La mort du chevalier noir - le coup éditorial de DC de l'année - se construit autour d'un scénario sinueux signé Grant Morisson et se décline dans notre beau pays en 5 fascicules publiés chez Panini Comics qui ne reprennent malheureusement pas tous (excepté les "collectors") les somptueuses couvertures d'Alex Ross.


L'intrigue est tortueuse et fait intervenir une figure du mal inhabituelle dans l'univers de Gotham : le gant noir. Originellement apparu dans l'île du docteur Mayhew, cette organisation un peu folklorique est dirigée d'une main de fer (ah ah ah) par une personnalité maléfique singulière : le psychiatre Simon Hurt.

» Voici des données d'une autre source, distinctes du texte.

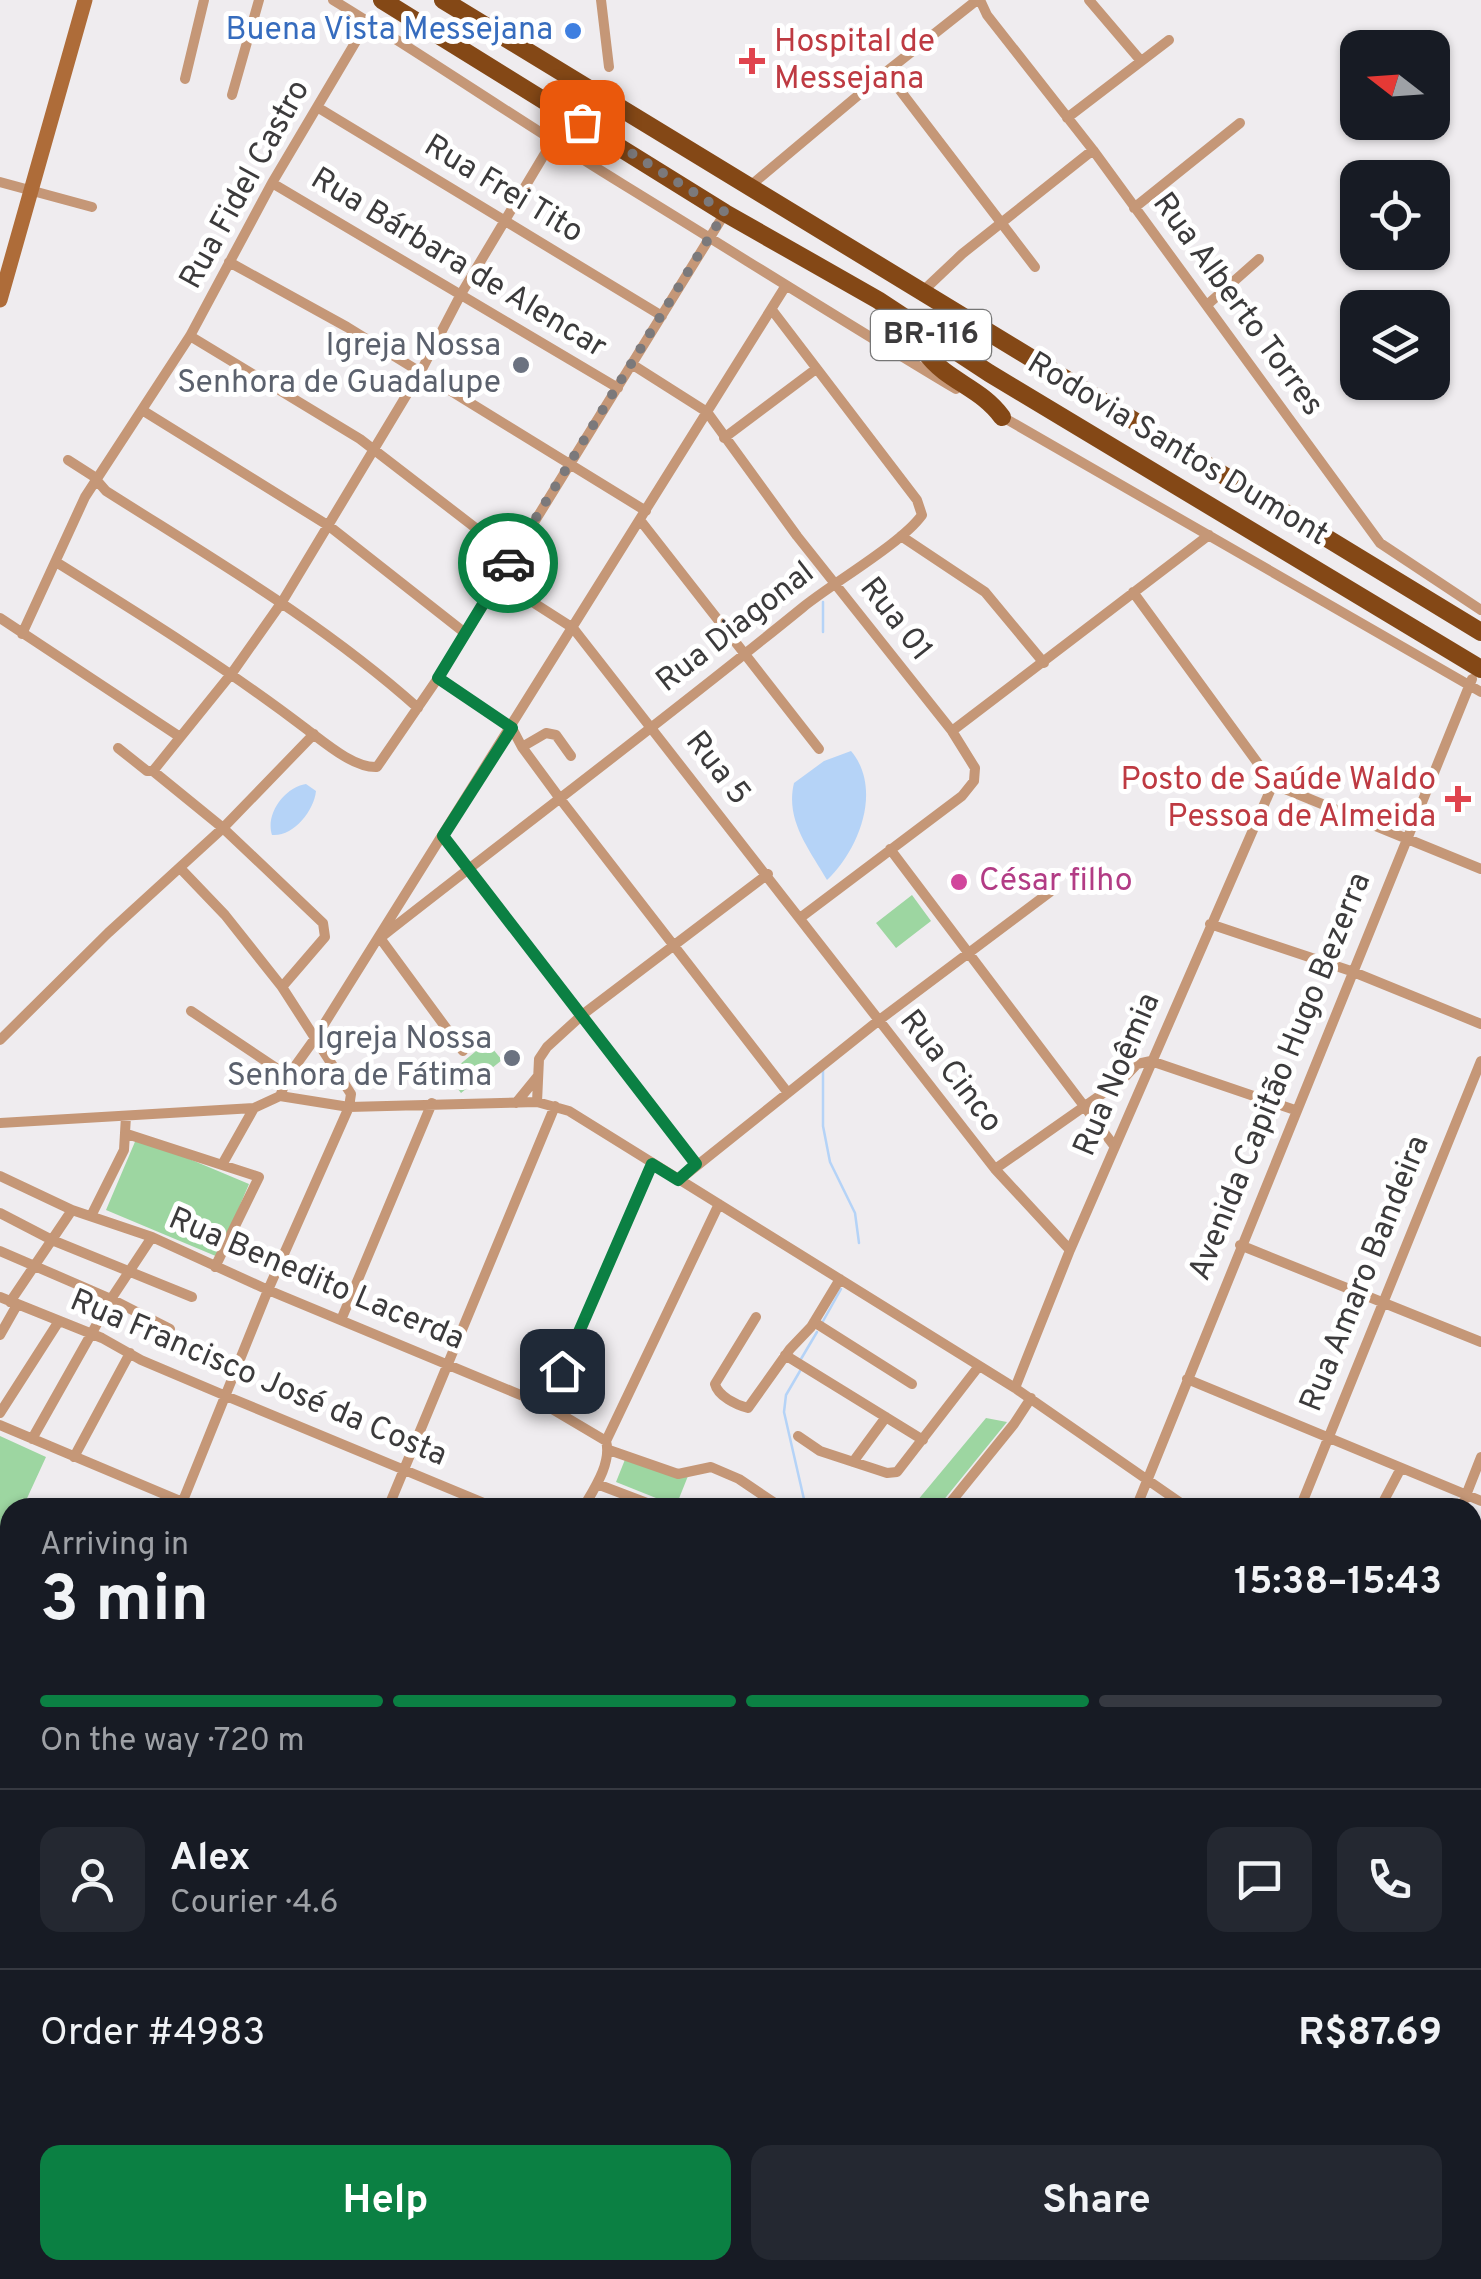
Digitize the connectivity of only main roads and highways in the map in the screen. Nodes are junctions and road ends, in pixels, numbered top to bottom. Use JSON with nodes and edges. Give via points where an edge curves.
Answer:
{"nodes":[{"id":1,"x":86,"y":0,"type":"edge"},
{"id":2,"x":382,"y":0,"type":"edge"},
{"id":3,"x":443,"y":0,"type":"edge"},
{"id":4,"x":0,"y":300,"type":"edge"},
{"id":5,"x":906,"y":319,"type":"junction"},
{"id":6,"x":1002,"y":416,"type":"road end"},
{"id":7,"x":1481,"y":632,"type":"edge"},
{"id":8,"x":1476,"y":673,"type":"edge"}],
"edges":[{"from":1,"to":4,"type":"main road"},
{"from":2,"to":5,"type":"highway","name":"Rodovia Santos Dumont","number":"BR-116"},
{"from":3,"to":7,"type":"highway","name":"Rodovia Santos Dumont","number":"BR-116"},
{"from":5,"to":6,"type":"highway","via":[[935,363]]},
{"from":5,"to":8,"type":"highway","name":"Rodovia Santos Dumont","number":"BR-116"}]}
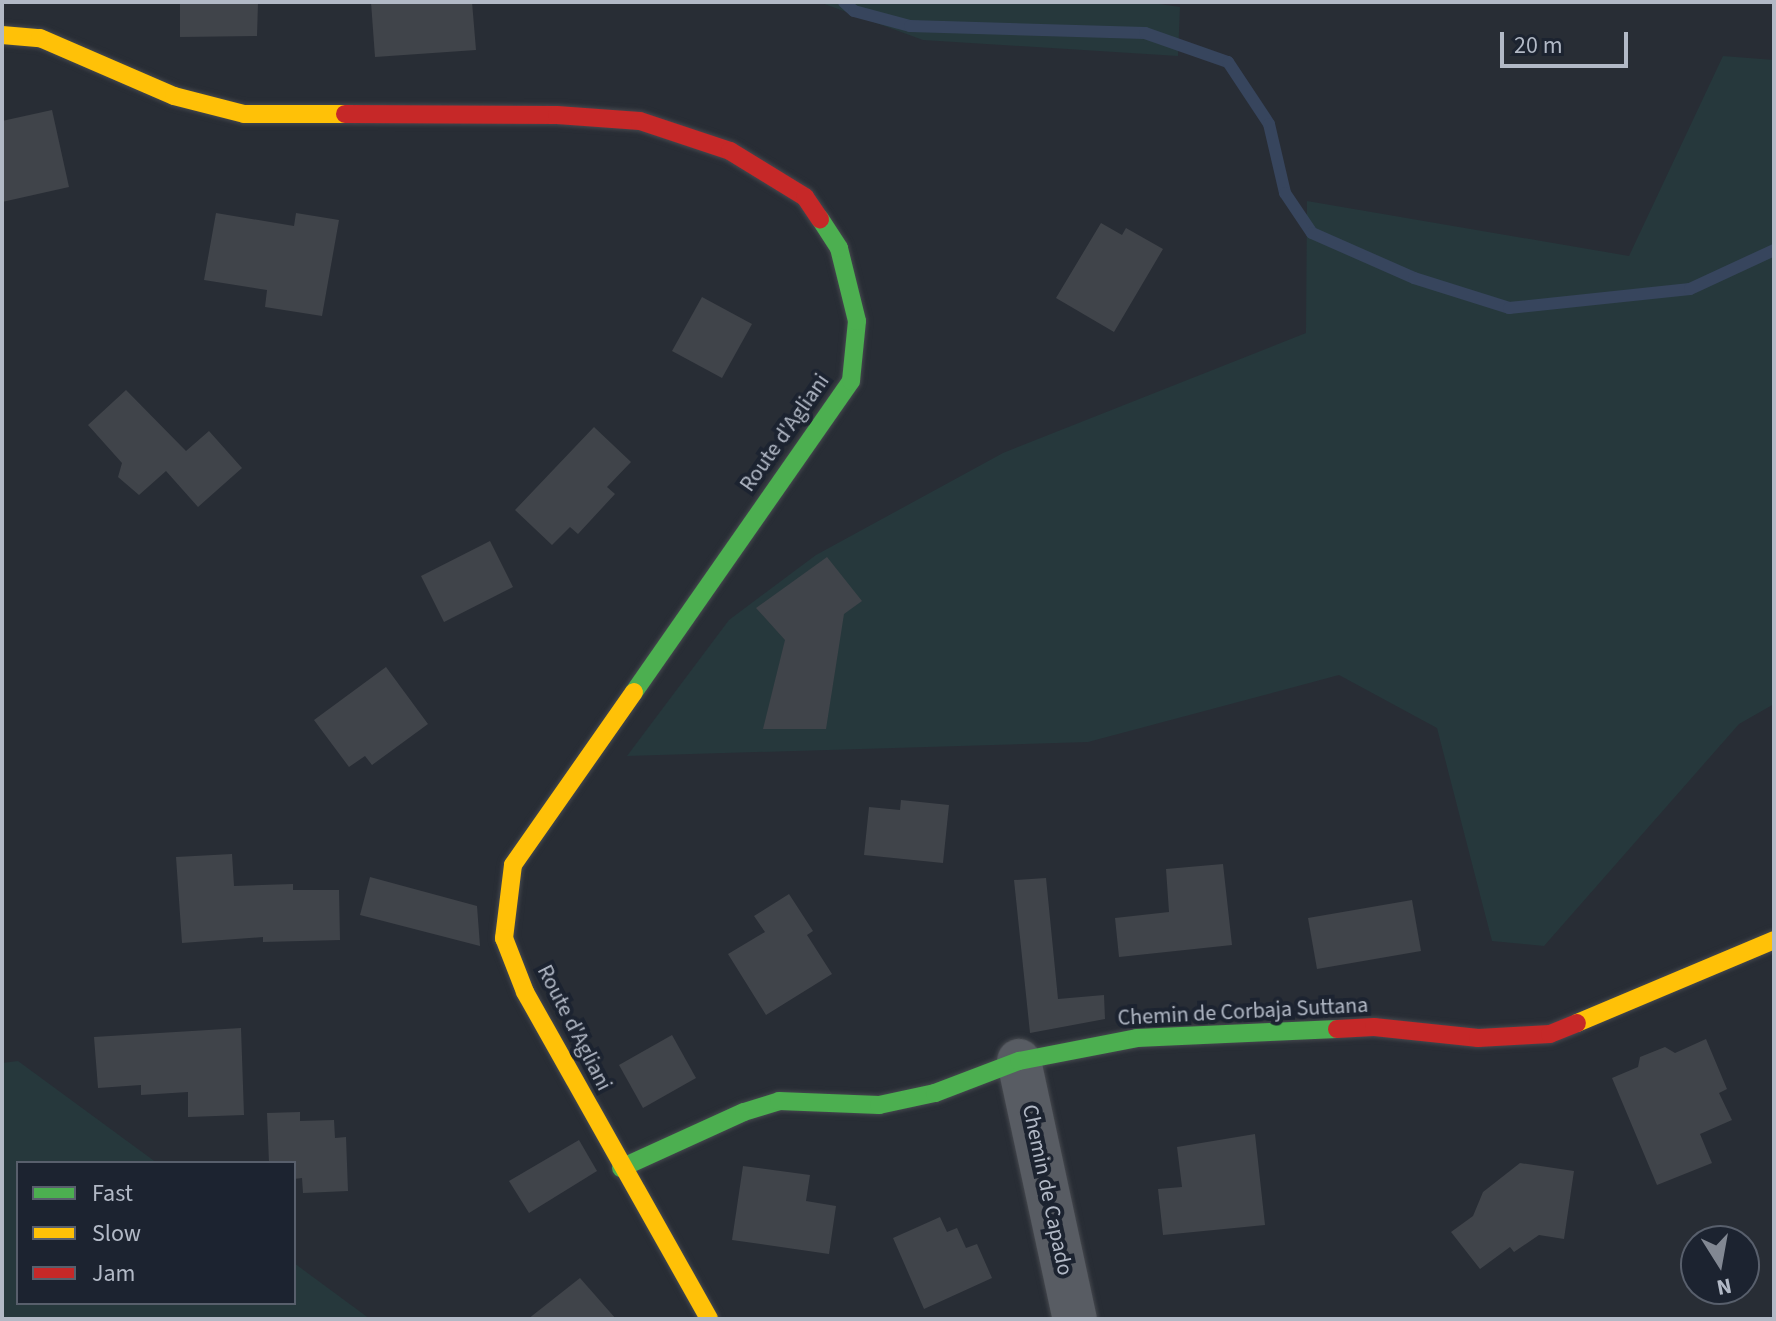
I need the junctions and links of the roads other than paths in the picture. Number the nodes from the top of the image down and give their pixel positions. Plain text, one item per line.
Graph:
1 (2, 35) edge
2 (1774, 940) edge
3 (1019, 1061) junction
4 (621, 1168) junction
5 (709, 1319) edge
6 (1075, 1319) edge

1 - 4 street, Route d'Agliani
2 - 3 street, Chemin de Corbaja Suttana
3 - 4 street, Chemin de Corbaja Suttana
3 - 6 street, Chemin de Capado
4 - 5 street, Route d'Agliani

Indirectement, ce personnage met en avant un des foyers de l'univers de Batman : la psychanalyse et son revers - la névrose. Notre thèse est que Batman peut être compris comme une figure parfaite du refoulement. Il est une stratégie de survie mise en place pour surmonter une tragédie originelle qui touche un des archétypes centraux de la psychanalyse (les parents). Il est tout entier refoulement car il n'arrive pas à annihiler la pulsion qui le domine et il cherche à s'en défendre en refusant de se la représenter. Il devient donc le symbole même de ce mécanisme en portant un masque. Le masque n'est pas tant là pour le protéger du monde extérieur que de celui intérieur de la pulsion. Il cherche donc en quelque sorte à "masquer" (Les fans de Derrida apprécieront !) à Bruce Wayne le mobile essentiel du Batman.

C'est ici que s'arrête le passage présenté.